The Mary Sue – Marcy Cook
Firewatch deals with love, loss, and how you put yourself together again after trauma. It does all this in a clever and engaging way that will have you emotionally connected to both Henry and Delilah. All of this is wrapped in a fun game that, once completed, I played over again.”

The Guardian – Nathan Ditum
“The writing is not just believable, it is likeable and funny.

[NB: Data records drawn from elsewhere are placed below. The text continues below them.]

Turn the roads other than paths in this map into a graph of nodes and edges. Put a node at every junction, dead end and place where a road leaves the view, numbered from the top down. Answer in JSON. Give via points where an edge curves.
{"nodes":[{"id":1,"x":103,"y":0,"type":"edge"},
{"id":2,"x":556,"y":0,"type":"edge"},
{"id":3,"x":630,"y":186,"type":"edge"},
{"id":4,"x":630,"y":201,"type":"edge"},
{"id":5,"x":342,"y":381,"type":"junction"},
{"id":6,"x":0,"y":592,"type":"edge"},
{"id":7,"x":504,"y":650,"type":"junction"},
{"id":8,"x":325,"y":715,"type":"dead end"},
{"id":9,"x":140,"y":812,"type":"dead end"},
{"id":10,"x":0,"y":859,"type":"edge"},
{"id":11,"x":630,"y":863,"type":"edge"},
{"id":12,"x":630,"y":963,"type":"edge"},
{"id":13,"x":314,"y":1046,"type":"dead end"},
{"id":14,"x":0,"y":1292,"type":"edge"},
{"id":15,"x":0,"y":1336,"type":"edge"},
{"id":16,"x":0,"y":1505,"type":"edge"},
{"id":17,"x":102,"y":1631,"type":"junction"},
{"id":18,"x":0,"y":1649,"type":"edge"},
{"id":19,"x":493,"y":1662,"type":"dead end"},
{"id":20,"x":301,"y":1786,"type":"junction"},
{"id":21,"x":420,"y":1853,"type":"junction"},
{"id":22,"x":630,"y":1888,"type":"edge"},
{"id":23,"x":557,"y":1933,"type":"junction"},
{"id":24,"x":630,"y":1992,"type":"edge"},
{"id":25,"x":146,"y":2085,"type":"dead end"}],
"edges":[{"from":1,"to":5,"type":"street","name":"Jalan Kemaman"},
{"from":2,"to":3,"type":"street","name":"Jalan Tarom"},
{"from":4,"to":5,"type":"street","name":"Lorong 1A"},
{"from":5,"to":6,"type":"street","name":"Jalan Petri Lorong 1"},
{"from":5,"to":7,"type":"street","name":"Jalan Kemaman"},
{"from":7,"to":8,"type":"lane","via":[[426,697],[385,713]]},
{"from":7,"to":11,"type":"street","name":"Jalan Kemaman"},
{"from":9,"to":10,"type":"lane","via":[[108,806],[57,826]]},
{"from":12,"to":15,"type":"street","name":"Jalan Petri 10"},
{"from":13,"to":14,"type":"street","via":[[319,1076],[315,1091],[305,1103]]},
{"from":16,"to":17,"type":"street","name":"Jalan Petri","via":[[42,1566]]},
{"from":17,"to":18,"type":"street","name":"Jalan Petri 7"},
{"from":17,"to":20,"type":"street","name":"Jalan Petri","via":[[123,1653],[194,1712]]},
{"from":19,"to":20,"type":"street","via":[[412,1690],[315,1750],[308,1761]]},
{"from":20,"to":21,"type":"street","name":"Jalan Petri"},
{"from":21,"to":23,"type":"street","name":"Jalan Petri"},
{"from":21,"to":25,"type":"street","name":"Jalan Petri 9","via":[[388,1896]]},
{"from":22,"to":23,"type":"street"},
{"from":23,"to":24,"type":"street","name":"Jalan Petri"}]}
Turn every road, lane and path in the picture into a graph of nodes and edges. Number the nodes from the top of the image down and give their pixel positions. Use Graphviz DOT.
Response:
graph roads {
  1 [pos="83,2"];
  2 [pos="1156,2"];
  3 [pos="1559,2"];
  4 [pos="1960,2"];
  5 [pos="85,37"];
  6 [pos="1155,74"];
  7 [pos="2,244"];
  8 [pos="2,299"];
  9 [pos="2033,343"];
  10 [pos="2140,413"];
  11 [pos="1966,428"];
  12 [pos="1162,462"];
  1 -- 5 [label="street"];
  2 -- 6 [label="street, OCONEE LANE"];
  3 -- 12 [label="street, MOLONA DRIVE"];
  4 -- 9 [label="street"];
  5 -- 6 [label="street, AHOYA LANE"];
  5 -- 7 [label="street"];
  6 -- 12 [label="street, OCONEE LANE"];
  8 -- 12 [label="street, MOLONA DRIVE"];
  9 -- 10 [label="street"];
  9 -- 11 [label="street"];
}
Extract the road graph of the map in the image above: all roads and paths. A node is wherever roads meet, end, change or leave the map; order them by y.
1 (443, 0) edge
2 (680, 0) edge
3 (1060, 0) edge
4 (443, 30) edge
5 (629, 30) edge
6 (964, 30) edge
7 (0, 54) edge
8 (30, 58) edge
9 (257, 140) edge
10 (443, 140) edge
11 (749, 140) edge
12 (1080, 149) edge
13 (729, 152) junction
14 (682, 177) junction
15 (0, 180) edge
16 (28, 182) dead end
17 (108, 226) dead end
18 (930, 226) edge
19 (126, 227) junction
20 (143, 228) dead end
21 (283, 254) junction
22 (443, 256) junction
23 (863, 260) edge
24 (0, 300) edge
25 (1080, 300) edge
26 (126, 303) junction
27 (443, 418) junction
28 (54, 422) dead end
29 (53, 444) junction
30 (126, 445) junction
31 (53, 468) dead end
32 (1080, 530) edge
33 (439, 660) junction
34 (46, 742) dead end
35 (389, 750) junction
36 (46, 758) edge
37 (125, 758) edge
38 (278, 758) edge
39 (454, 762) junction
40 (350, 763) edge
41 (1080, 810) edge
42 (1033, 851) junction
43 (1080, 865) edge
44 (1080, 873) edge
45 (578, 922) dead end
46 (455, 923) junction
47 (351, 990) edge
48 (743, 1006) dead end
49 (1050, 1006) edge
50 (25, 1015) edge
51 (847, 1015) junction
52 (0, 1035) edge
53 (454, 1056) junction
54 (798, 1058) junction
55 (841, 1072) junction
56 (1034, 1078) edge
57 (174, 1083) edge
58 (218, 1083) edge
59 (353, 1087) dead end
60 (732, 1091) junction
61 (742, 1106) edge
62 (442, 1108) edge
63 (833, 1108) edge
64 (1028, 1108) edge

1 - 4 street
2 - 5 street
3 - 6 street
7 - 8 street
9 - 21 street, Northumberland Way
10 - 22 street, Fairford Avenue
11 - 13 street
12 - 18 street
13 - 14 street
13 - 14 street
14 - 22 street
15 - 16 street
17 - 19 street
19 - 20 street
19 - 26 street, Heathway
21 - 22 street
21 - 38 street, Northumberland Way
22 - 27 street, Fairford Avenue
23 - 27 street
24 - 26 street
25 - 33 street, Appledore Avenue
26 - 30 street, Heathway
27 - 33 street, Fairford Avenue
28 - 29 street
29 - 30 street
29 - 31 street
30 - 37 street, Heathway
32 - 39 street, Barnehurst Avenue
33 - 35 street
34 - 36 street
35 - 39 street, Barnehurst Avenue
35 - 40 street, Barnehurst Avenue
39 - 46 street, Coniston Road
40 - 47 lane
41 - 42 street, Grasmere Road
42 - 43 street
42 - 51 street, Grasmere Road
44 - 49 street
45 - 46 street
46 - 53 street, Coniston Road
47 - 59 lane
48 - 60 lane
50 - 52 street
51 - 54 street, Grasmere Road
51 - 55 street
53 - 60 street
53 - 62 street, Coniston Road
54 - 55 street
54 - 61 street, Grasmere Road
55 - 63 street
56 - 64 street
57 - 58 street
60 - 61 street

Henry and Delilah’s exchanges are full of the familiar tug and tarry of people getting to know each other, of playing and of flirting, and of reaching out to feel less alone.” ★★★★☆

There were also some cool write-ups about our genre and interviews with our team:

Firewatch and the Addictiveness of Lonely Video Games – David Sims, The Atlantic

‘Firewatch’ creators mix heartbreak and the creeps – Todd Martens, Los Angeles Times

Playing With Words – Laura Hudson, Slate

Video Games Where Hearts, Not Guns, Drive the Action – Chris Suellentrop, The New York Times

Then there were the incredible streamers — folks like Markiplier (who had a thoughtful and hilarious — poor Bernie! — experience), iHasCupquake (my niece’s favorite!), and Jacksepticeye who gave Firewatch their time. By my rough ‘n’ crummy math, there’s well over 15 million views (!) of Firewatch on YouTube, which is so hard to comprehend. (I also loved stumbling across the everyday streamers like EpicSoren, just people playing our game, and in this case, being really affected by it.)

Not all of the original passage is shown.